Forecasting epileptic seizures from multivariate EEG signals represents a critical challenge in healthcare time series prediction, requiring high sensitivity, low false alarm rates, and subject-specific adaptability. We present STAN, an Adversarial Spatio-Temporal Attention Network that jointly models spatial brain connectivity and temporal neural dynamics through cascaded attention blocks with alternating spatial and temporal modules. Unlike existing approaches that assume fixed preictal durations or separately process spatial and temporal features, STAN captures bidirectional dependencies between spatial and temporal patterns through a unified cascaded architecture. Adversarial training with gradient penalty enables robust discrimination between interictal and preictal states learned from clearly defined 15-minute preictal windows. Continuous 90-minute pre-seizure monitoring reveals that the learned spatio-temporal attention patterns enable early detection: reliable alarms trigger at subject-specific times (typically 15-45 minutes before onset), reflecting the model's capacity to capture subtle preictal dynamics without requiring individualized training. Experiments on two benchmark EEG datasets (CHB-MIT scalp: 8 subjects, 46 events; MSSM intracranial: 4 subjects, 14 events) demonstrate state-of-the-art performance: 96.6% sensitivity with 0.011 false detections per hour and 94.2% sensitivity with 0.063 false detections per hour, respectively, while maintaining computational efficiency (2.3M parameters, 45 ms latency, 180 MB memory) for real-time edge deployment. Beyond epilepsy, the proposed framework provides a general paradigm for spatio-temporal forecasting in healthcare and other time series domains where individual heterogeneity and interpretability are crucial.

Paper Structure

This paper contains 16 sections, 5 equations, 4 figures, 4 tables.

Figures (4)

  • Figure 1: STAN architecture showing three cascaded attention networks (Attention Network_i, _j, _k) processing raw EEG input. Each network contains spatial (blue) and temporal (orange) attention modules with $H=4$ attention heads. The resulting $M=3$ spatial and temporal attention maps are aggregated via MLP and passed to the discriminator for adversarial training. STAN is pre-trained with MSE reconstruction loss to learn spatio-temporal representations.
  • Figure 2: Detailed architecture of spatial and temporal attention modules. (A) Spatial attention module employs time encoder (1D CNN) followed by spatial multi-head attention layer to capture inter-channel connectivity. (B) Temporal attention module uses spatial encoder followed by temporal multi-head attention to model temporal evolution.
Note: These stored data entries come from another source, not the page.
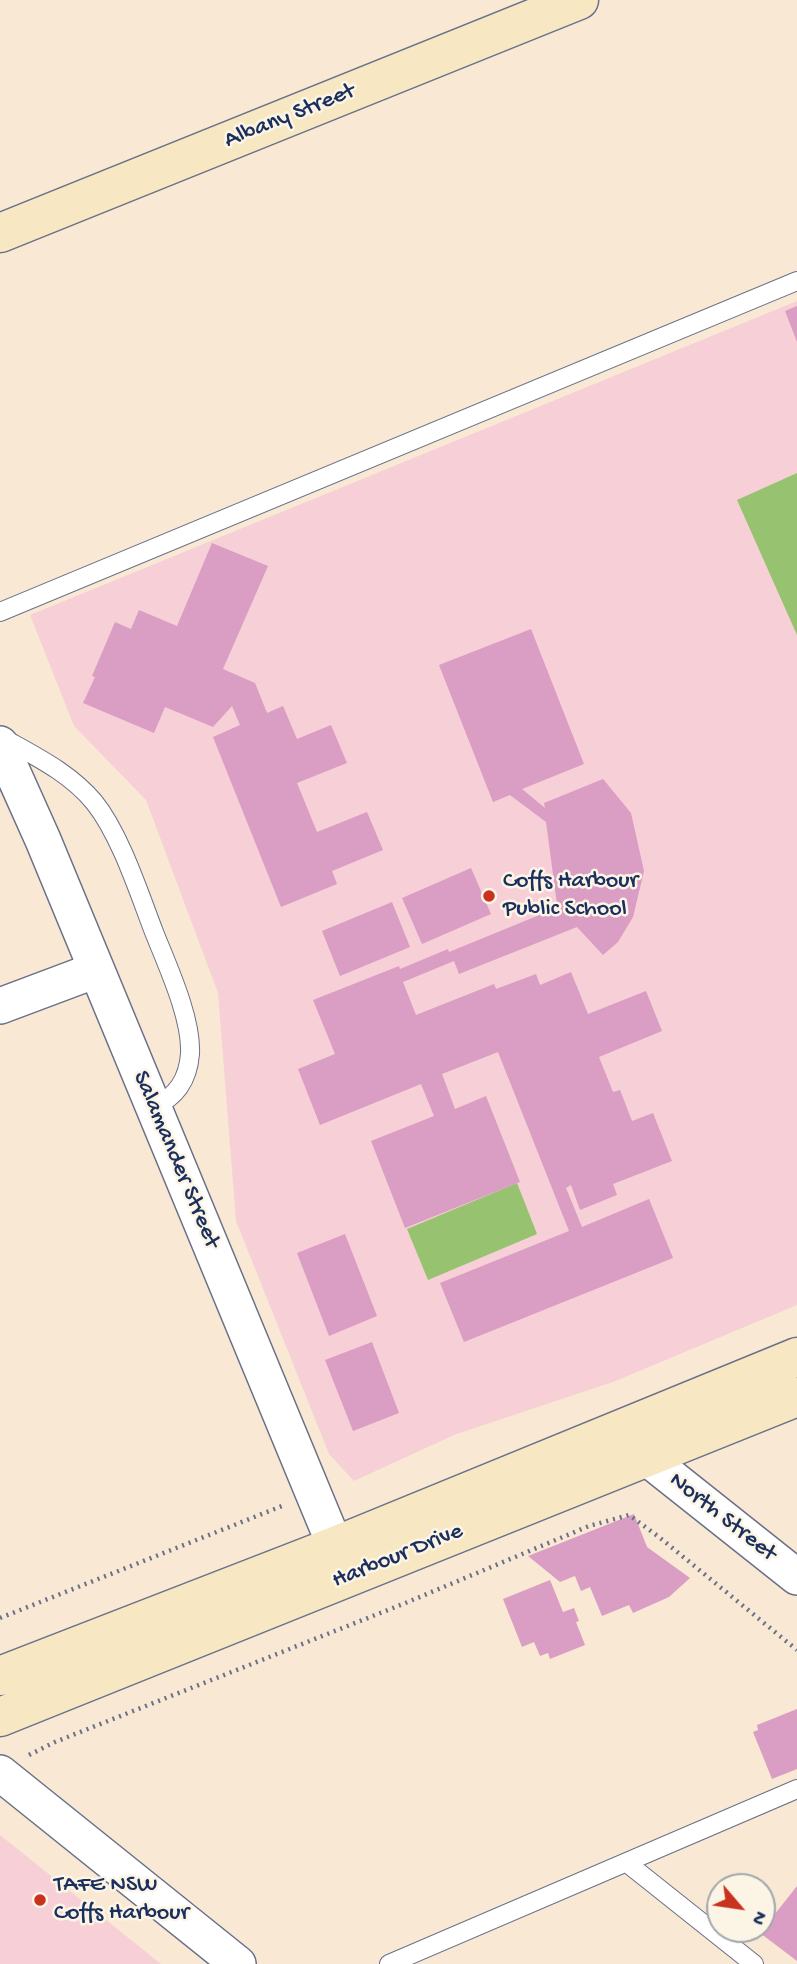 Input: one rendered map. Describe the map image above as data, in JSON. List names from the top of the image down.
{
  "streets": {
    "street": [
      "Albany Street",
      "Salamander Street",
      "North Street",
      "Harbour Drive"
    ]
  },
  "crossings": [
    ["Salamander Street", "Harbour Drive"],
    ["North Street", "Harbour Drive"]
  ],
  "places": ["Coffs Harbour Public School", "TAFE NSW Coffs Harbour"],
  "north": "bottom right"
} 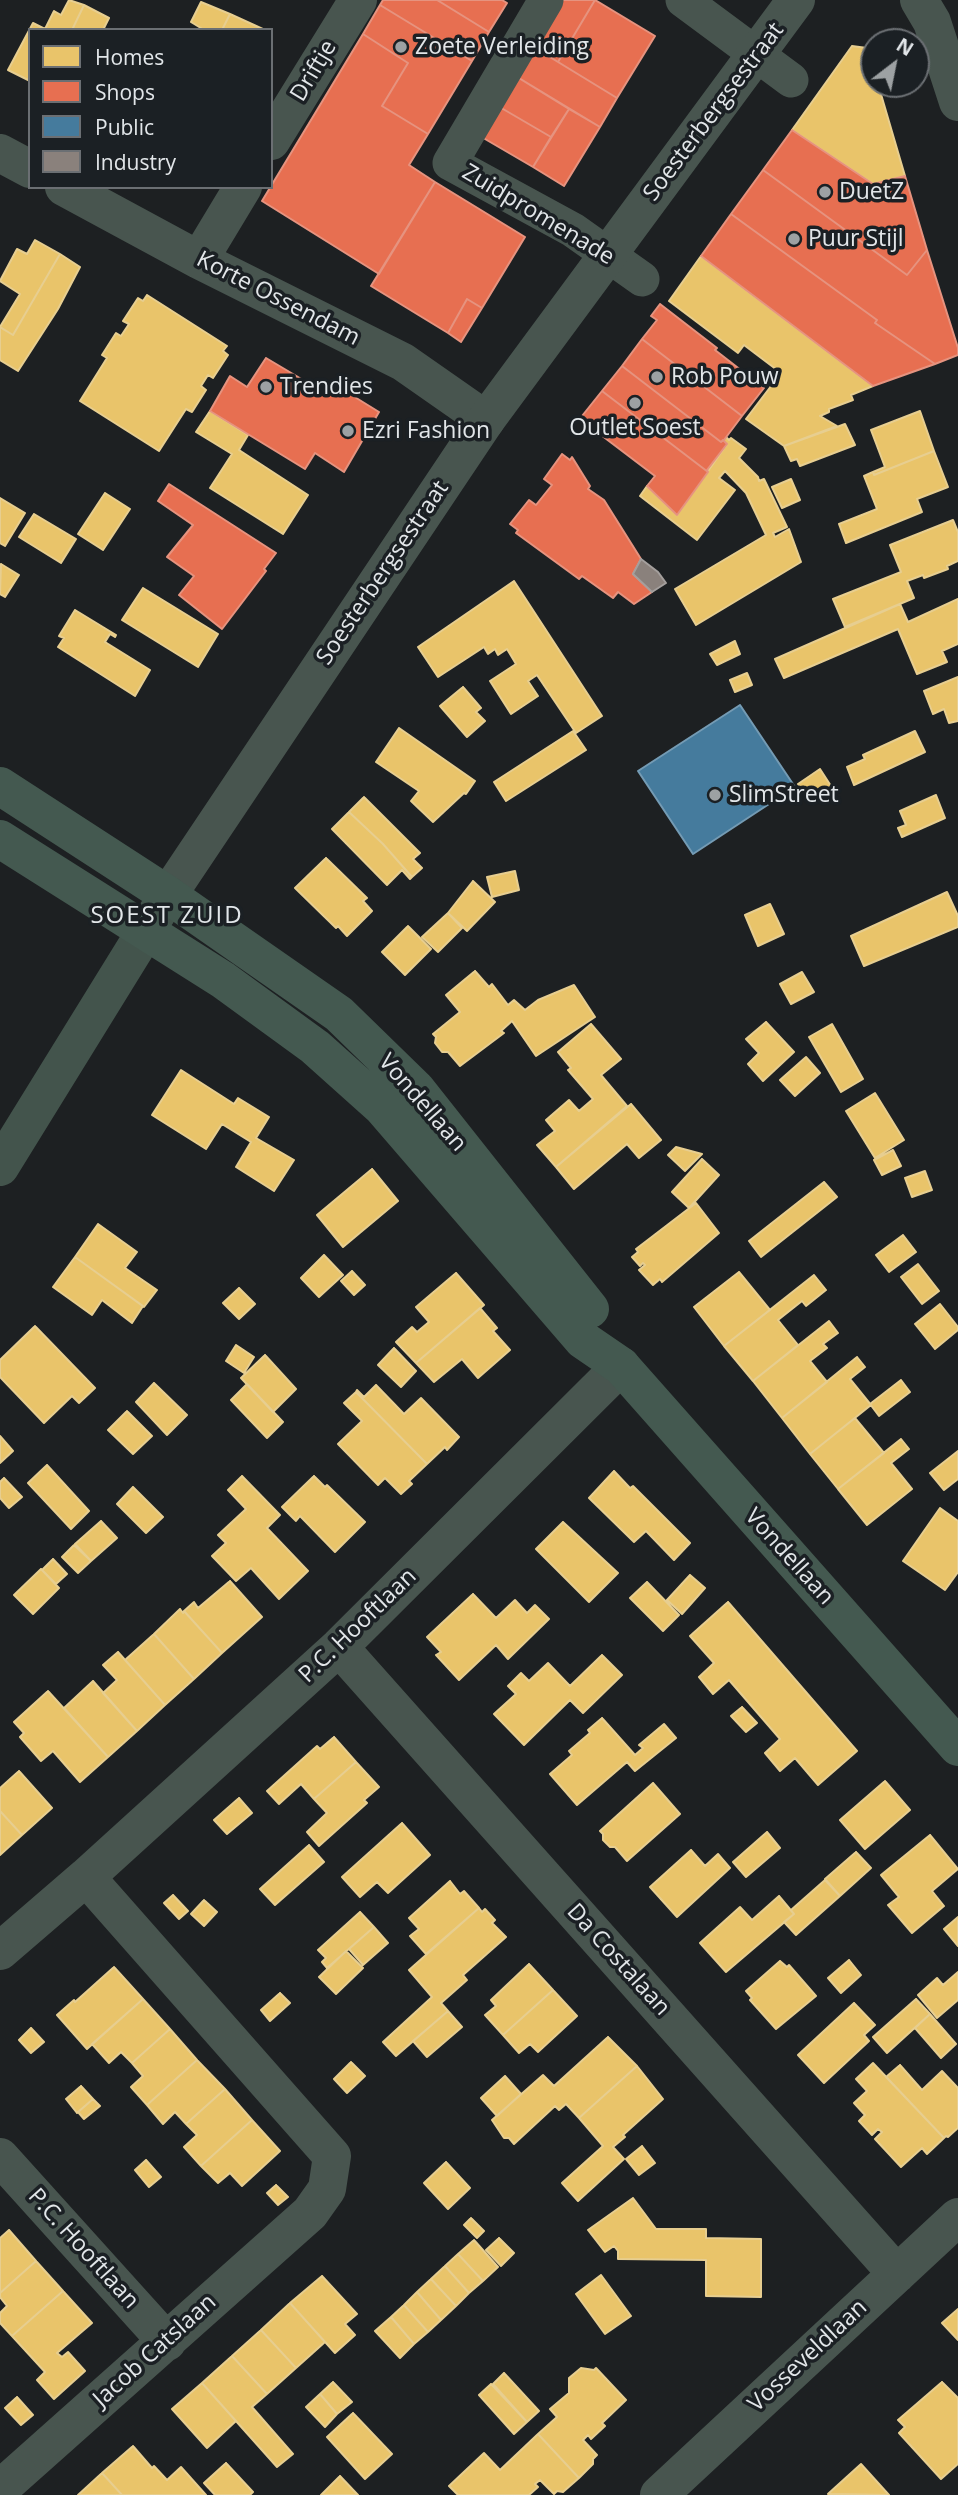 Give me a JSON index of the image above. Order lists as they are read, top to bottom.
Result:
{
  "streets": {
    "main road": ["Soesterbergsestraat", "Vondellaan"],
    "street": [
      "Driftje",
      "Zuidpromenade",
      "Korte Ossendam",
      "P.C. Hooftlaan",
      "Da Costalaan",
      "Jacob Catslaan",
      "Vosseveldlaan"
    ]
  },
  "crossings": [
    ["Soesterbergsestraat", "Zuidpromenade"],
    ["Soesterbergsestraat", "Korte Ossendam"],
    ["Soesterbergsestraat", "Vondellaan"],
    ["Vondellaan", "P.C. Hooftlaan"],
    ["P.C. Hooftlaan", "Da Costalaan"],
    ["P.C. Hooftlaan", "Jacob Catslaan"],
    ["Da Costalaan", "Vosseveldlaan"]
  ],
  "districts": ["SOEST ZUID"],
  "places": [
    "Zoete Verleiding",
    "DuetZ",
    "Puur Stijl",
    "Rob Pouw",
    "Trendies",
    "Outlet Soest",
    "Ezri Fashion",
    "SlimStreet"
  ],
  "legend": [
    "Homes",
    "Shops",
    "Public",
    "Industry"
  ],
  "north": "top right"
}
Both include residual connections (curved arrows) with tanh activation for training stability. The legend shows matrix multiplication symbol and attention map representations.
  • Figure 3: Discriminator architecture. (A) Main structure: 6 attention maps (3 spatial in blue, 3 temporal in orange) from cascaded networks are processed by feature extractors (2D convolution + flatten + dropout + linear layers + ReLU), aggregated via sum fusion, and passed through final linear layer with sigmoid activation to generate discriminator score. (B-C) Feature extractor structures for spatial and temporal attention maps employ 2D convolution, flatten, dropout, and linear layers with ReLU activation.
  • Figure 4: Real-time seizure forecasting showing discriminator scores with 30-second moving average filter, monitoring 90 minutes before onset. Top: recording-3 (chb01_03); Bottom: recording-26 (chb22_26). Both demonstrate consistent gradual shift from interictal (high scores) to preictal states (low scores), providing at least 15 minutes of intervention time. The horizontal dashed line indicates threshold $\tau=0.5$.